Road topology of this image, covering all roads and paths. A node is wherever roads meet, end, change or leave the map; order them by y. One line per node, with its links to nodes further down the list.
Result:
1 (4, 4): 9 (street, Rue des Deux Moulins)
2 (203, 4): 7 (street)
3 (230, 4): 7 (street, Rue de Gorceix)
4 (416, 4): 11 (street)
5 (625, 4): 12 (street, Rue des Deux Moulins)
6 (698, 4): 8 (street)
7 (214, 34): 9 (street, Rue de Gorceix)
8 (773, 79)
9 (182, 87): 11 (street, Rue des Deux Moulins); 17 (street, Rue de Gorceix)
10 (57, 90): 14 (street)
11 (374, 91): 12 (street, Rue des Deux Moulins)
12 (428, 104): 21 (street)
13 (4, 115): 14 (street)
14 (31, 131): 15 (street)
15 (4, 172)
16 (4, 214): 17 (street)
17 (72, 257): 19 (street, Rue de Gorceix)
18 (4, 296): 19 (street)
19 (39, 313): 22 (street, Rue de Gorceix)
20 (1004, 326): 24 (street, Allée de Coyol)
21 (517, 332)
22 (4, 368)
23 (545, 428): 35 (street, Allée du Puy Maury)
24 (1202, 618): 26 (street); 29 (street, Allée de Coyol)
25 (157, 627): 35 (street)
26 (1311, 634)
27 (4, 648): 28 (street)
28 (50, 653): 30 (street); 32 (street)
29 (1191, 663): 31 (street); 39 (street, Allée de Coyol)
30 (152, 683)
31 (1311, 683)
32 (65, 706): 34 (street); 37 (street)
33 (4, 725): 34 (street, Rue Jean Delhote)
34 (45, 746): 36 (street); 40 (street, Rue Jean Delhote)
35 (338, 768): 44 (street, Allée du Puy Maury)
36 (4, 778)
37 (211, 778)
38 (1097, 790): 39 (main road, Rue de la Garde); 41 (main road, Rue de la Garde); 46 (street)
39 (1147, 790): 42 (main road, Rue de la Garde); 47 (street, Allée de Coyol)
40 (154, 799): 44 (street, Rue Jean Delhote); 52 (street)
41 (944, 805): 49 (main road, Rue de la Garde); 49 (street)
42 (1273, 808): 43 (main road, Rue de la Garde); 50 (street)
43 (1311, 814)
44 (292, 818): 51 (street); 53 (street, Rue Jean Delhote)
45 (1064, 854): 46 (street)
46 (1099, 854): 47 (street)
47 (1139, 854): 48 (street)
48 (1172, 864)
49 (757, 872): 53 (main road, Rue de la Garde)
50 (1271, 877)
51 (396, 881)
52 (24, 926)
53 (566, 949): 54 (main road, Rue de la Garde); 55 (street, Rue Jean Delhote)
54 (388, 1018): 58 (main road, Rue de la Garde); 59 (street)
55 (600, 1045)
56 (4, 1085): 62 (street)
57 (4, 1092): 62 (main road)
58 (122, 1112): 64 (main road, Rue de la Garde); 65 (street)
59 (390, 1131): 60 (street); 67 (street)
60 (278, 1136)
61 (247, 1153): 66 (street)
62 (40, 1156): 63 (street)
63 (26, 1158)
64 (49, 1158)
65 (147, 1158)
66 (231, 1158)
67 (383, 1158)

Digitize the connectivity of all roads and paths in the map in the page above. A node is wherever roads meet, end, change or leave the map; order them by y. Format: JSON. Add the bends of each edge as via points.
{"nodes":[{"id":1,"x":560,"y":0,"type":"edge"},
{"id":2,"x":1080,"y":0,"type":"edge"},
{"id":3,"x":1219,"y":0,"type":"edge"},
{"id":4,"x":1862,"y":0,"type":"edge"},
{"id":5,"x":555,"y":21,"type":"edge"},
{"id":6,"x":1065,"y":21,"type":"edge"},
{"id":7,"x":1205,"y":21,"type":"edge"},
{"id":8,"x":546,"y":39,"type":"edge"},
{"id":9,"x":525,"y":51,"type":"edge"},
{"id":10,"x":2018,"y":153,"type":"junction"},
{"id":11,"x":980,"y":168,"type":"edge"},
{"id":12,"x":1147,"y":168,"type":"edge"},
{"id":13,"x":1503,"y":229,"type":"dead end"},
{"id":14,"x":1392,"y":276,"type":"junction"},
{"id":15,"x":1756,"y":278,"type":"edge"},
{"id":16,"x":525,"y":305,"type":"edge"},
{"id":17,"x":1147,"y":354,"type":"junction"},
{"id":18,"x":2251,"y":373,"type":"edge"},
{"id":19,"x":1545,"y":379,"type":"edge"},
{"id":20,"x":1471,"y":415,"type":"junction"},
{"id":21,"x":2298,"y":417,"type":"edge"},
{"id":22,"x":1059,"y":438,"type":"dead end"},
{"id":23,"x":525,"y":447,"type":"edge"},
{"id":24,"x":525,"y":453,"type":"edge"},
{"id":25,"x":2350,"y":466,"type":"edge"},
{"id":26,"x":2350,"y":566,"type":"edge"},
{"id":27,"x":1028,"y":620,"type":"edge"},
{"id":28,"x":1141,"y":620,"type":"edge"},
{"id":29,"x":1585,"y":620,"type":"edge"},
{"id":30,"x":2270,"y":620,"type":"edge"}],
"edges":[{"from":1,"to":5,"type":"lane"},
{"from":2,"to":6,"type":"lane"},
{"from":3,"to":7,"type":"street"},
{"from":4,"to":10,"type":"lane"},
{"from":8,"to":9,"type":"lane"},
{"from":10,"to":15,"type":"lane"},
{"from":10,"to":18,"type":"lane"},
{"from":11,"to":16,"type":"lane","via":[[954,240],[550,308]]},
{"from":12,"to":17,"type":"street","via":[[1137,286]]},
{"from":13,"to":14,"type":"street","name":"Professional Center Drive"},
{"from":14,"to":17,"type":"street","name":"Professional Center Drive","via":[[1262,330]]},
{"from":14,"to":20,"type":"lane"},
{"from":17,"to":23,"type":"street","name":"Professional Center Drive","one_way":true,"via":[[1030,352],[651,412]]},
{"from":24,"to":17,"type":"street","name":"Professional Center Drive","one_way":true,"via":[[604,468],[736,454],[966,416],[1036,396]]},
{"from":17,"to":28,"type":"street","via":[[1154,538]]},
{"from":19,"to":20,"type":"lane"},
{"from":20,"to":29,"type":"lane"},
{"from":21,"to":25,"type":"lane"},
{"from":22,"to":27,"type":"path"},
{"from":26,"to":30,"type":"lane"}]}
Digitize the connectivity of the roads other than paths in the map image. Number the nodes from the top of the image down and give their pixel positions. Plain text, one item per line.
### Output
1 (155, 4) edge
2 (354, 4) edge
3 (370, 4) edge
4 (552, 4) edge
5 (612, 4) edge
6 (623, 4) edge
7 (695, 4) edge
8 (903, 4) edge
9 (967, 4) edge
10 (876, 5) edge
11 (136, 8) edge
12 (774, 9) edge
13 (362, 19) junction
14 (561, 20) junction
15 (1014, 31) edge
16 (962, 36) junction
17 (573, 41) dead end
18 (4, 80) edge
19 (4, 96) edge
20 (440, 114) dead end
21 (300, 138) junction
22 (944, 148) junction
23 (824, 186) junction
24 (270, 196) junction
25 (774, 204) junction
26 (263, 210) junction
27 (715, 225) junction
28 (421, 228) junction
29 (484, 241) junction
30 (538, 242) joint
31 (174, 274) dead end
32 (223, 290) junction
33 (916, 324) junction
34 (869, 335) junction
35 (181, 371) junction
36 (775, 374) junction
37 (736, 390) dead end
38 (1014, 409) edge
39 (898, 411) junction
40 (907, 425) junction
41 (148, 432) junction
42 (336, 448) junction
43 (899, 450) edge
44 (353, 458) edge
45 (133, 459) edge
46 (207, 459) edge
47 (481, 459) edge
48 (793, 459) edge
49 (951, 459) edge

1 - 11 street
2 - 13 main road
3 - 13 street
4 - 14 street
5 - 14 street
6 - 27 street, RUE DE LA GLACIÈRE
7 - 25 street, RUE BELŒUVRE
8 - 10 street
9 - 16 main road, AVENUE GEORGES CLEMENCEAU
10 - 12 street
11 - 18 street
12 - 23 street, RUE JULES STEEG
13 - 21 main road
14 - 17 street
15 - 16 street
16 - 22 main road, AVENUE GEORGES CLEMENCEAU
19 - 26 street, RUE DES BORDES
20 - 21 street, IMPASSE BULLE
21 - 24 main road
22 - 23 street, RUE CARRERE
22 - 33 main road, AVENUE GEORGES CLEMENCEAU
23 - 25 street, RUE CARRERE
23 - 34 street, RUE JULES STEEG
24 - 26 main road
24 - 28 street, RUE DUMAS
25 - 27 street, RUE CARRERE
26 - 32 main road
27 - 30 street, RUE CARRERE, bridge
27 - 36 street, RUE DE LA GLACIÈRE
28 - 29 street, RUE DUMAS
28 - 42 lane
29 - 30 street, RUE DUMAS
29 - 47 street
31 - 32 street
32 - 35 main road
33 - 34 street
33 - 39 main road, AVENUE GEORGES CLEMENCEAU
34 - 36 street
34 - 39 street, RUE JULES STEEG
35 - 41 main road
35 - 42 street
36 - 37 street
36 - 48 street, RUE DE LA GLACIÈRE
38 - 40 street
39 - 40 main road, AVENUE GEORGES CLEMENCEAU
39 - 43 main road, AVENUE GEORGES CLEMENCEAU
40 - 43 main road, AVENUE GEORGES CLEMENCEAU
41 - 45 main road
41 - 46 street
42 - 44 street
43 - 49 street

++++++++++++++++++++

Go through the material line by line. Show each line that contains the string "Jean".

TASK RESPONSE |
33 (4, 725): 34 (street, Rue Jean Delhote)
34 (45, 746): 36 (street); 40 (street, Rue Jean Delhote)
40 (154, 799): 44 (street, Rue Jean Delhote); 52 (street)
44 (292, 818): 51 (street); 53 (street, Rue Jean Delhote)
53 (566, 949): 54 (main road, Rue de la Garde); 55 (street, Rue Jean Delhote)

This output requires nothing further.